Mary Annie’s man was dead. He had died three months after getting a complete set of false teeth. Unlucky all the ways of it, those teeth. He hadn’t had them three weeks when he had a drop too much. Some late in coming home, he was, and not so able to hold his liquor as he used to be … ‘an’ him spewin’ a’ the road hame, in ahin dykes an’ sic-like.’ … It was next morning till he noticed that he had shed the teeth … ‘An’ a terrible palaver there was or they got them.’ The police poking about in all odd corners. And he hadn’t had them three months when he died.
Mary Annie’s plaint against the horrible uncertainty of life started always from the teeth and returned back upon them. They symbolised for her the tragedy of life’s waste. She had wrapped them in a handkerchief and put them between the folds of the nightgown laid aside in her kist for her own last dressing. She would have given them a more prominent place among her gear had it not been for awe of her daughter Jeannie. Jeannie, and no cataclysm of nature or the soul, had tortured Mary Annie’s features into their ghastly fixedness of dark anxiety. She was preyed upon by the perennial sense that she was unworthy of her daughter.
Jeannie indeed had certain powers beyond her mother’s comprehension. In her early teens she had developed ways of her own and displeasures for which her mother could see no kind of reason. Her withering young disapproval ran across the household. Mary Annie set herself against innovation and Jeannie had no more than looked at her father.

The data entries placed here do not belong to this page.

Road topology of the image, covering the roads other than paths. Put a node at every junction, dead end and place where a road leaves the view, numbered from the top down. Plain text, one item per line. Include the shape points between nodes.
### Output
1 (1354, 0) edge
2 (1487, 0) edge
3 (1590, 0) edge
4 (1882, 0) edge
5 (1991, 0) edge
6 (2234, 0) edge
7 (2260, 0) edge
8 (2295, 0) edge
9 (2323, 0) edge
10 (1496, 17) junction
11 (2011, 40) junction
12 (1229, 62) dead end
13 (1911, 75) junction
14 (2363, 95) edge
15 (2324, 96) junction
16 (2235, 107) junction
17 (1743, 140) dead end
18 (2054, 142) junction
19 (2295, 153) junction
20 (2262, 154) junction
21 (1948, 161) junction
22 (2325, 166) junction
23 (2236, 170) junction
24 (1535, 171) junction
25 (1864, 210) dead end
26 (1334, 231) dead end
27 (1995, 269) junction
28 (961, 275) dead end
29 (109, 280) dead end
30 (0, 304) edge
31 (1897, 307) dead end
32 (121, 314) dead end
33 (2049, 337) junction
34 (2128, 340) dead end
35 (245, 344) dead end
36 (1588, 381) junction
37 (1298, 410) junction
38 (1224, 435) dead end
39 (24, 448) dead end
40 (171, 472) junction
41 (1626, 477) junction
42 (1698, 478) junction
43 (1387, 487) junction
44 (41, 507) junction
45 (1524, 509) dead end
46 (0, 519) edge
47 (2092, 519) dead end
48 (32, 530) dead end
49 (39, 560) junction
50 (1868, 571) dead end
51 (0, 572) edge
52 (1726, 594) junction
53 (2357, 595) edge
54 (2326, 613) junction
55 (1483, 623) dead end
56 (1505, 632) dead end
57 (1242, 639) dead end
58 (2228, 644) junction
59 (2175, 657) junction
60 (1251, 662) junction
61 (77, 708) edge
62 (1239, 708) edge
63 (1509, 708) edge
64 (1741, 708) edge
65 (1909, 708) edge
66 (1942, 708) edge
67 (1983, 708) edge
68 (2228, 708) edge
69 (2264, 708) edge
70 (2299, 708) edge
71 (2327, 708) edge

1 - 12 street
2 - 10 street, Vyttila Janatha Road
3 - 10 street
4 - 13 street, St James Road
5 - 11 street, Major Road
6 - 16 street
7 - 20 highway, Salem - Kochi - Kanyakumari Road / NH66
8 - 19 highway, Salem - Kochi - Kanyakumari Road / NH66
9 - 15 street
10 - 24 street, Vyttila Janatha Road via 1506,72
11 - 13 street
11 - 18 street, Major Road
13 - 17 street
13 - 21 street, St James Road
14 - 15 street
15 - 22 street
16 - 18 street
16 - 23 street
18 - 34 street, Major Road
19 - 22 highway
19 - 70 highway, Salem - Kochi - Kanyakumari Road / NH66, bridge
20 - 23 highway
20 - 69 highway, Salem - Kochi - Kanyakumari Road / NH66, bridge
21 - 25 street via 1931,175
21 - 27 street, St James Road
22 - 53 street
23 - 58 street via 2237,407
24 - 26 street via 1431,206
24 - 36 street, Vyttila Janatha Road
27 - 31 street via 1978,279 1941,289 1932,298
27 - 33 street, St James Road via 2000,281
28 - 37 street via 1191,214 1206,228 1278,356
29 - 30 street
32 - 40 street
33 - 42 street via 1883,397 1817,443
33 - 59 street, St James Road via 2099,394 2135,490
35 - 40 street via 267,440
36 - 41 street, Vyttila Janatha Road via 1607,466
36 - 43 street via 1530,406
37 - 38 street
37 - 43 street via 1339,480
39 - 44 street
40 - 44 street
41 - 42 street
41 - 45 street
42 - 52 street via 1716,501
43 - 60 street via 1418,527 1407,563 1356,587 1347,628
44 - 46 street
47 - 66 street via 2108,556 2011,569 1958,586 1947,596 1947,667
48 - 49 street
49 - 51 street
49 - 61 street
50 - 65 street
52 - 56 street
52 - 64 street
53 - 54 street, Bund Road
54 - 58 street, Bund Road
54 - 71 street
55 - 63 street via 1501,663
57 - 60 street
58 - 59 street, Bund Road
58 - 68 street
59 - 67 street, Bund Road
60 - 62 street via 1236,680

‘I dinna see fat ye need conter the lassie for,’ said he to his wife. ‘Dinna quarrel her. Jeannie’s nae to be contered.’
Mary Annie, painfully conscious of the honour he had done her in lifting her from her estate of servant lassie at the Leggatts’ to be mistress of a four-roomed house, had sorrowfully acquiesced. Her daughter bewildered her. She was of her father’s mould, superior to the breed of servants. Her own shortcomings loomed heinous in view of Jeannie’s assured and incomprehensible managements. But one day when the girl was sixteen she had appropriated a crimson sateen bodice trimmed with black bugles, that had been her mother’s pride some eighteen years before. Never worn now, it yet retained its valour in her memory. It was like a bit of materialized experience. Mrs. Mortimer entered by chance her daughter’s bedroom (without knocking: a practice that Jeannie in vain had indicated to her as objectionable) just as the second slash was making in the crimson stuff. The girl (who did not even pay her mother the idle compliment of deceit with regard to unapproved proceedings) told her coolly that she was doing up the bodice to wear when Tammie Gleg took her next week to the Timmer Market.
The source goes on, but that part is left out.